INFORMATION:
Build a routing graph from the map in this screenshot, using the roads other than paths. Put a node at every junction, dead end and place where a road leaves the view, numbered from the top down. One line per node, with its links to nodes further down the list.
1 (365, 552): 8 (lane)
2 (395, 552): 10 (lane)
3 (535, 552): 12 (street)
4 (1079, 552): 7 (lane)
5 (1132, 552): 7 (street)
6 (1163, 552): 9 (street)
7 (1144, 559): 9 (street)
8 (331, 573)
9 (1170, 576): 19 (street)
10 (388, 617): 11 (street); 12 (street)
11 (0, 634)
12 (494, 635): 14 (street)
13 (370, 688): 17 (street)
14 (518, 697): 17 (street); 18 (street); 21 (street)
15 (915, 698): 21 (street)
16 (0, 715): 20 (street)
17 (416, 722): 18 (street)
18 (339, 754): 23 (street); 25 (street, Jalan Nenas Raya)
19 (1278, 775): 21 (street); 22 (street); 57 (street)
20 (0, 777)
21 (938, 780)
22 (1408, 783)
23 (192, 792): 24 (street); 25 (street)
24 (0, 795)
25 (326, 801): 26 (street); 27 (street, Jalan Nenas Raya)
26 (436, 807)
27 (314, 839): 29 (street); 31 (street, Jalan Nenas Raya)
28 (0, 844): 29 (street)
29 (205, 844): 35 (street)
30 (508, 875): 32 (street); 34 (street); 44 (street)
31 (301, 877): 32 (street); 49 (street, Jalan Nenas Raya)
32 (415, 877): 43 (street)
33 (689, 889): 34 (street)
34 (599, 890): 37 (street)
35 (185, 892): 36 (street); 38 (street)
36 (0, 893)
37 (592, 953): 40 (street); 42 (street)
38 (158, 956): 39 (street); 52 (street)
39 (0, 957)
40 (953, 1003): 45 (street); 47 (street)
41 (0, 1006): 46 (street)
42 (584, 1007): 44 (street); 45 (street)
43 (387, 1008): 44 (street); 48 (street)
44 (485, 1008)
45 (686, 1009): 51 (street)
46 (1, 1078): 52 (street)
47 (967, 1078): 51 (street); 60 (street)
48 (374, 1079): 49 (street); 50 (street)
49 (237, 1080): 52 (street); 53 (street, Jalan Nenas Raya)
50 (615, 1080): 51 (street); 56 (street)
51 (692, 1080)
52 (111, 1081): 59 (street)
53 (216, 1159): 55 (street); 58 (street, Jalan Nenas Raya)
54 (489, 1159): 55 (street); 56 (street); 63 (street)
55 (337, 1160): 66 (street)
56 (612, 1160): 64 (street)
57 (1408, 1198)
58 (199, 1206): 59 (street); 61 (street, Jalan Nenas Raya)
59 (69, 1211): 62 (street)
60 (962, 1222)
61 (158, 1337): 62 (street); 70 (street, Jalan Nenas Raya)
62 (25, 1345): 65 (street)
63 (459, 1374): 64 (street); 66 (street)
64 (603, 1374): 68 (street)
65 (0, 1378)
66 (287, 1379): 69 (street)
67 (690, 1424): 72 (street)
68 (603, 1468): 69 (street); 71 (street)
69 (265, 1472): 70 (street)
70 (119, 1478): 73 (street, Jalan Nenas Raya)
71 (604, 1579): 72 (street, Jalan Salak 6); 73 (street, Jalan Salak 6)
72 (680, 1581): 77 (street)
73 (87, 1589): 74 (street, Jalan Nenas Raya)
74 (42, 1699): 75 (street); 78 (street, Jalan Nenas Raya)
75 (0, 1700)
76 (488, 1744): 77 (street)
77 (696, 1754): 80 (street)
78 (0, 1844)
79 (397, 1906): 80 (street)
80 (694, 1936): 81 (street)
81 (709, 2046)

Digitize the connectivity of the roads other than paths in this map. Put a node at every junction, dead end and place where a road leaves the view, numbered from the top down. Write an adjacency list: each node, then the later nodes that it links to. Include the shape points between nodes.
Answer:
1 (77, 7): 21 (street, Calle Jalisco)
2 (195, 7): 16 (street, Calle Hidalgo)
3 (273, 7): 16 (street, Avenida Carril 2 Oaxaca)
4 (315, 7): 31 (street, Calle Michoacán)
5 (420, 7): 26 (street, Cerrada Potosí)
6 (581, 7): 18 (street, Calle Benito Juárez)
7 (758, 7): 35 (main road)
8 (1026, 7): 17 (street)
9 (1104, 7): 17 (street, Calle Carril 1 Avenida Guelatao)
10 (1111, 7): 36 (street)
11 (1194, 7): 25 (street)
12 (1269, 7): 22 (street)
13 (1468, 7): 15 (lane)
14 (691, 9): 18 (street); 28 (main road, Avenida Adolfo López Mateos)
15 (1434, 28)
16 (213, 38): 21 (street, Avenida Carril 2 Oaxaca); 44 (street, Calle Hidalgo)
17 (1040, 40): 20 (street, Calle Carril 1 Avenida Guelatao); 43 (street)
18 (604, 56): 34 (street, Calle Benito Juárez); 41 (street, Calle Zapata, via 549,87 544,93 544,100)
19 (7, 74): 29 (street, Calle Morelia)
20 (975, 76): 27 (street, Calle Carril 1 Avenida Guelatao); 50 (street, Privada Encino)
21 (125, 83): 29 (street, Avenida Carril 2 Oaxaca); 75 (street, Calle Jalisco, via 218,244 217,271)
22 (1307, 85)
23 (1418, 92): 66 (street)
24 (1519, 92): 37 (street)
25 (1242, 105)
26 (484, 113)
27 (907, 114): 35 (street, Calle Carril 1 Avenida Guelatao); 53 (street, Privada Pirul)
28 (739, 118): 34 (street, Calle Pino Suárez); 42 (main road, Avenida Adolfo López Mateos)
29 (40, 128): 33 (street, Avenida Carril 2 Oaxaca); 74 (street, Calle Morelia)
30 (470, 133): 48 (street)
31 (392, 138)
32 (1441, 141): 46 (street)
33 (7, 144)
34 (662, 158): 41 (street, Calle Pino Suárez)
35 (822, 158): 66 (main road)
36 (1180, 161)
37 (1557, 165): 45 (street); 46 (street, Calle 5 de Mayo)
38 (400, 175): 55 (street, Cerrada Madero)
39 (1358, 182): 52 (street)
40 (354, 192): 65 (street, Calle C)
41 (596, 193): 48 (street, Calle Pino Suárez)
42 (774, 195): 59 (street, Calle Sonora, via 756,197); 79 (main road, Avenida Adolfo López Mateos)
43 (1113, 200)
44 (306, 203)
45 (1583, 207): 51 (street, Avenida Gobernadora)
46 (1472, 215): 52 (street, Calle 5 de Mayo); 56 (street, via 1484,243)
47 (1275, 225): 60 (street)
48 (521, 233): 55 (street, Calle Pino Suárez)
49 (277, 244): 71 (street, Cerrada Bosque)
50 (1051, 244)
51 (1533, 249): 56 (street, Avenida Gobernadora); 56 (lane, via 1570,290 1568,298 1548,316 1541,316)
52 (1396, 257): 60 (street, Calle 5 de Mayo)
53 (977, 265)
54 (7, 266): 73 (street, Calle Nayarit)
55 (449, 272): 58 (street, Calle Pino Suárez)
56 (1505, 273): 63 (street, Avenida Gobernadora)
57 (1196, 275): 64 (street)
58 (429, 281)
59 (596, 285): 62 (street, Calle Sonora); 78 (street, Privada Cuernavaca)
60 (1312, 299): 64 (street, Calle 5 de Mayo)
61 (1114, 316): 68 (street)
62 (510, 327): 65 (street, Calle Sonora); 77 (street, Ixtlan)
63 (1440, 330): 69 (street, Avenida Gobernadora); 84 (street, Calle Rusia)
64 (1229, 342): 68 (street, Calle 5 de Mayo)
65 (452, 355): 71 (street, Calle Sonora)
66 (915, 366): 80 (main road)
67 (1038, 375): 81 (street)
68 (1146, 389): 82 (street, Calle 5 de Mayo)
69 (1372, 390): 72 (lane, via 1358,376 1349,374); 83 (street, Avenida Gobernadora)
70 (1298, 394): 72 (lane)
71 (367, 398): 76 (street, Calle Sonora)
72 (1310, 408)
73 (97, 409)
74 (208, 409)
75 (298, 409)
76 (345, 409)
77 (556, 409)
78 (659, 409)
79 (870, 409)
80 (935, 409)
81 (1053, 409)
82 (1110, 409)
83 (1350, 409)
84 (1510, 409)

WHAT TO PRODUCE:
Using the records above, copy all lines that include the word "Gobernadora".

ANSWER BELOW:
45 (1583, 207): 51 (street, Avenida Gobernadora)
51 (1533, 249): 56 (street, Avenida Gobernadora); 56 (lane, via 1570,290 1568,298 1548,316 1541,316)
56 (1505, 273): 63 (street, Avenida Gobernadora)
63 (1440, 330): 69 (street, Avenida Gobernadora); 84 (street, Calle Rusia)
69 (1372, 390): 72 (lane, via 1358,376 1349,374); 83 (street, Avenida Gobernadora)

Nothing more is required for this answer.